声子辅助的上转换荧光是固体激光制冷效应的基础. 激光制冷具有体积小、效率高、无振动干扰、无需制冷剂等优势而具有重要应用价值, 探索更多可以实现激光制冷效应的材料是相关领域的重要研究内容. 二维单层过渡金属硫属半导体化合物是直接带隙荧光材料, 其完美的晶格结构、辐射光子提取效率高等特征使其有望成为一种新型激光制冷材料. 以MoSe2和WSe2为例, 本文研究了不同波长激发下样品的上转换荧光, 并通过激光功率依赖性实验和温度依赖性实验证实了该上转换荧光过程的发光机制为声子辅助过程.
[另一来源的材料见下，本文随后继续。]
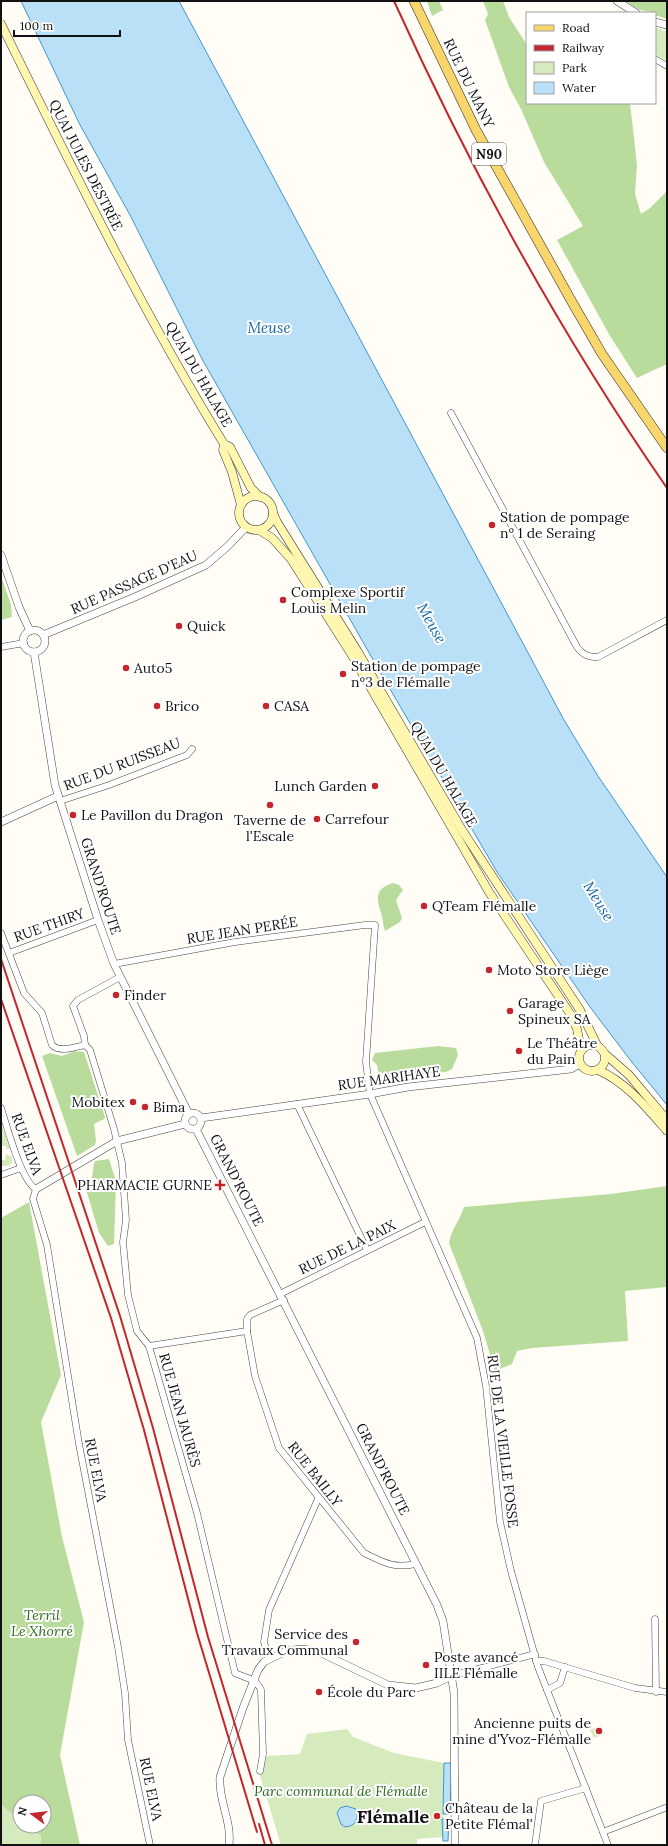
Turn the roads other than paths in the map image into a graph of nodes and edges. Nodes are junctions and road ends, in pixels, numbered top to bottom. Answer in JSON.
{"nodes":[{"id":1,"x":414,"y":1,"type":"edge"},
{"id":2,"x":617,"y":1,"type":"edge"},
{"id":3,"x":634,"y":12,"type":"edge"},
{"id":4,"x":656,"y":22,"type":"edge"},
{"id":5,"x":1,"y":24,"type":"edge"},
{"id":6,"x":667,"y":25,"type":"edge"},
{"id":7,"x":656,"y":60,"type":"edge"},
{"id":8,"x":667,"y":66,"type":"edge"},
{"id":9,"x":151,"y":317,"type":"joint"},
{"id":10,"x":451,"y":413,"type":"dead end"},
{"id":11,"x":224,"y":444,"type":"junction"},
{"id":12,"x":667,"y":448,"type":"edge"},
{"id":13,"x":260,"y":497,"type":"junction"},
{"id":14,"x":241,"y":505,"type":"junction"},
{"id":15,"x":273,"y":513,"type":"junction"},
{"id":16,"x":246,"y":527,"type":"junction"},
{"id":17,"x":259,"y":530,"type":"junction"},
{"id":18,"x":1,"y":556,"type":"edge"},
{"id":19,"x":667,"y":620,"type":"edge"},
{"id":20,"x":30,"y":631,"type":"junction"},
{"id":21,"x":43,"y":635,"type":"junction"},
{"id":22,"x":24,"y":643,"type":"junction"},
{"id":23,"x":1,"y":647,"type":"edge"},
{"id":24,"x":34,"y":652,"type":"junction"},
{"id":25,"x":192,"y":749,"type":"dead end"},
{"id":26,"x":59,"y":799,"type":"junction"},
{"id":27,"x":1,"y":822,"type":"edge"},
{"id":28,"x":98,"y":920,"type":"junction"},
{"id":29,"x":375,"y":925,"type":"joint"},
{"id":30,"x":1,"y":933,"type":"edge"},
{"id":31,"x":9,"y":953,"type":"junction"},
{"id":32,"x":114,"y":964,"type":"junction"},
{"id":33,"x":120,"y":977,"type":"junction"},
{"id":34,"x":85,"y":1045,"type":"junction"},
{"id":35,"x":597,"y":1045,"type":"junction"},
{"id":36,"x":582,"y":1050,"type":"junction"},
{"id":37,"x":605,"y":1054,"type":"junction"},
{"id":38,"x":580,"y":1064,"type":"junction"},
{"id":39,"x":598,"y":1070,"type":"junction"},
{"id":40,"x":370,"y":1094,"type":"junction"},
{"id":41,"x":297,"y":1104,"type":"junction"},
{"id":42,"x":1,"y":1108,"type":"edge"},
{"id":43,"x":189,"y":1114,"type":"junction"},
{"id":44,"x":201,"y":1118,"type":"junction"},
{"id":45,"x":667,"y":1120,"type":"edge"},
{"id":46,"x":185,"y":1124,"type":"junction"},
{"id":47,"x":196,"y":1129,"type":"junction"},
{"id":48,"x":667,"y":1131,"type":"edge"},
{"id":49,"x":117,"y":1141,"type":"junction"},
{"id":50,"x":21,"y":1168,"type":"junction"},
{"id":51,"x":1,"y":1175,"type":"edge"},
{"id":52,"x":36,"y":1189,"type":"junction"},
{"id":53,"x":425,"y":1222,"type":"junction"},
{"id":54,"x":367,"y":1250,"type":"junction"},
{"id":55,"x":282,"y":1297,"type":"junction"},
{"id":56,"x":248,"y":1331,"type":"junction"},
{"id":57,"x":149,"y":1346,"type":"junction"},
{"id":58,"x":318,"y":1499,"type":"junction"},
{"id":59,"x":416,"y":1564,"type":"junction"},
{"id":60,"x":655,"y":1619,"type":"dead end"},
{"id":61,"x":535,"y":1658,"type":"junction"},
{"id":62,"x":269,"y":1659,"type":"junction"},
{"id":63,"x":565,"y":1667,"type":"junction"},
{"id":64,"x":451,"y":1676,"type":"junction"},
{"id":65,"x":254,"y":1680,"type":"junction"},
{"id":66,"x":547,"y":1690,"type":"junction"},
{"id":67,"x":656,"y":1692,"type":"junction"},
{"id":68,"x":667,"y":1692,"type":"edge"},
{"id":69,"x":260,"y":1772,"type":"dead end"},
{"id":70,"x":586,"y":1788,"type":"junction"},
{"id":71,"x":665,"y":1808,"type":"dead end"},
{"id":72,"x":603,"y":1832,"type":"junction"},
{"id":73,"x":150,"y":1845,"type":"edge"},
{"id":74,"x":229,"y":1845,"type":"edge"},
{"id":75,"x":455,"y":1845,"type":"edge"},
{"id":76,"x":535,"y":1845,"type":"edge"},
{"id":77,"x":608,"y":1845,"type":"edge"}],
"edges":[{"from":1,"to":12,"type":"main road","name":"RUE DU MANY","number":"N90"},
{"from":2,"to":3,"type":"street"},
{"from":4,"to":6,"type":"street"},
{"from":5,"to":9,"type":"main road","name":"QUAI JULES DESTRÉE"},
{"from":7,"to":8,"type":"street"},
{"from":9,"to":11,"type":"main road","name":"QUAI DU HALAGE"},
{"from":10,"to":19,"type":"street"},
{"from":11,"to":13,"type":"main road","name":"QUAI DU HALAGE"},
{"from":11,"to":14,"type":"main road","name":"QUAI DU HALAGE"},
{"from":13,"to":14,"type":"main road"},
{"from":13,"to":15,"type":"main road","name":"QUAI DU HALAGE"},
{"from":14,"to":16,"type":"main road","name":"QUAI DU HALAGE"},
{"from":15,"to":17,"type":"main road"},
{"from":15,"to":35,"type":"main road","name":"QUAI DU HALAGE"},
{"from":16,"to":17,"type":"main road","name":"QUAI DU HALAGE"},
{"from":16,"to":21,"type":"street","name":"RUE PASSAGE D'EAU"},
{"from":17,"to":36,"type":"main road","name":"QUAI DU HALAGE"},
{"from":18,"to":20,"type":"street"},
{"from":20,"to":21,"type":"street"},
{"from":20,"to":22,"type":"street"},
{"from":21,"to":24,"type":"street"},
{"from":22,"to":23,"type":"street"},
{"from":22,"to":24,"type":"street"},
{"from":24,"to":26,"type":"street","name":"GRAND'ROUTE"},
{"from":25,"to":26,"type":"street","name":"RUE DU RUISSEAU"},
{"from":26,"to":27,"type":"street"},
{"from":26,"to":28,"type":"street","name":"GRAND'ROUTE"},
{"from":28,"to":31,"type":"street","name":"RUE THIRY"},
{"from":28,"to":32,"type":"street","name":"GRAND'ROUTE"},
{"from":29,"to":32,"type":"street","name":"RUE JEAN PERÉE"},
{"from":29,"to":40,"type":"street","name":"RUE DE LA VIEILLE FOSSE"},
{"from":30,"to":31,"type":"street"},
{"from":31,"to":34,"type":"street"},
{"from":32,"to":33,"type":"street","name":"GRAND'ROUTE"},
{"from":33,"to":34,"type":"street","name":"RUE JEAN JAURÈS"},
{"from":33,"to":43,"type":"street","name":"GRAND'ROUTE"},
{"from":34,"to":49,"type":"street","name":"RUE JEAN JAURÈS"},
{"from":35,"to":36,"type":"main road"},
{"from":35,"to":37,"type":"main road"},
{"from":36,"to":38,"type":"main road"},
{"from":37,"to":39,"type":"main road"},
{"from":37,"to":45,"type":"main road"},
{"from":38,"to":39,"type":"main road"},
{"from":38,"to":40,"type":"street","name":"RUE MARIHAYE"},
{"from":39,"to":48,"type":"main road"},
{"from":40,"to":41,"type":"street","name":"RUE MARIHAYE"},
{"from":40,"to":53,"type":"street","name":"RUE DE LA VIEILLE FOSSE"},
{"from":41,"to":44,"type":"street","name":"RUE MARIHAYE"},
{"from":41,"to":54,"type":"street"},
{"from":42,"to":50,"type":"street","name":"RUE ELVA"},
{"from":43,"to":44,"type":"street"},
{"from":43,"to":46,"type":"street"},
{"from":44,"to":47,"type":"street"},
{"from":46,"to":47,"type":"street"},
{"from":46,"to":49,"type":"street"},
{"from":47,"to":55,"type":"street","name":"GRAND'ROUTE"},
{"from":49,"to":52,"type":"street"},
{"from":49,"to":57,"type":"street","name":"RUE JEAN JAURÈS"},
{"from":50,"to":51,"type":"street"},
{"from":50,"to":52,"type":"street","name":"RUE ELVA"},
{"from":52,"to":73,"type":"street","name":"RUE ELVA"},
{"from":53,"to":54,"type":"street","name":"RUE DE LA PAIX"},
{"from":53,"to":61,"type":"street","name":"RUE DE LA VIEILLE FOSSE"},
{"from":54,"to":55,"type":"street","name":"RUE DE LA PAIX"},
{"from":55,"to":56,"type":"street","name":"RUE BAILLY"},
{"from":55,"to":59,"type":"street","name":"GRAND'ROUTE"},
{"from":56,"to":57,"type":"street"},
{"from":56,"to":58,"type":"street","name":"RUE BAILLY"},
{"from":57,"to":65,"type":"street","name":"RUE JEAN JAURÈS"},
{"from":58,"to":59,"type":"street","name":"RUE BAILLY"},
{"from":58,"to":62,"type":"street"},
{"from":59,"to":64,"type":"street","name":"GRAND'ROUTE"},
{"from":60,"to":67,"type":"street"},
{"from":61,"to":63,"type":"street"},
{"from":61,"to":64,"type":"street"},
{"from":61,"to":66,"type":"street","name":"RUE DE LA VIEILLE FOSSE"},
{"from":62,"to":64,"type":"street"},
{"from":62,"to":65,"type":"street"},
{"from":63,"to":66,"type":"street"},
{"from":63,"to":67,"type":"street"},
{"from":64,"to":75,"type":"street","name":"GRAND'ROUTE"},
{"from":65,"to":69,"type":"street"},
{"from":65,"to":74,"type":"street"},
{"from":66,"to":70,"type":"street","name":"RUE DE LA VIEILLE FOSSE"},
{"from":67,"to":68,"type":"street"},
{"from":70,"to":72,"type":"street","name":"RUE DE LA VIEILLE FOSSE"},
{"from":70,"to":76,"type":"street"},
{"from":71,"to":72,"type":"street"},
{"from":72,"to":77,"type":"street","name":"RUE DE LA VIEILLE FOSSE"}]}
关键词: 二维单层晶体; 过渡金属硫属化合物; 上转换荧光光谱; 激光制冷

本文引用格式

徐伟高 , 赵琰媛 , 申超 , 张俊 , 熊启华 . 二维单层硒化钼和硒化钨晶体的声子辅助上转换荧光光谱[J]. 化学学报, 2015 , 73(9) : 959 -964 . DOI: 10.6023/A15030216

Abstract

Phonon-assisted upconversion photoluminescence is the basis of laser cooling effect in solids. Compared to conventional cooling methods, laser cooling has many advantages such as compactness, high efficiency, free of vibrational disturbance and refrigerant-free, etc. Exploring more semiconducting materials in which a net cooling effect can be observed is an important area among the laser cooling community. Monolayer two-dimensional transition metal dichalcogenides (TMDs) like MoSe2 and WSe2 are direct band gap semiconductors. The perfect crystal structure and high extraction efficiency (due to thickness at atomic level) guarantee them the possibility to be potential candidates for laser cooling. In this work, with a Ti-sapphire tunable laser (pumped by a 532 nm laser), we studied the upconversion photoluminescence and its wavelength-dependence. In detail, we implemented experiments on laser power-dependent photoluminescence intensity, the linearity fitting results (at low power) show that it is a phonon-assisted upconversion photoluminescence process; furthermore, this mechanism is also verified from the temperature-dependent upconversion photoluminescence intensity. Further experiments on the investigation of which kinds of phonons are involved in the upconversion process and its efficiency, as well as the design of a sample structure that is free of background absorbance, are still required to help to tell whether net laser cooling can be achieved, or how it can be achieved in monolayers TMDs.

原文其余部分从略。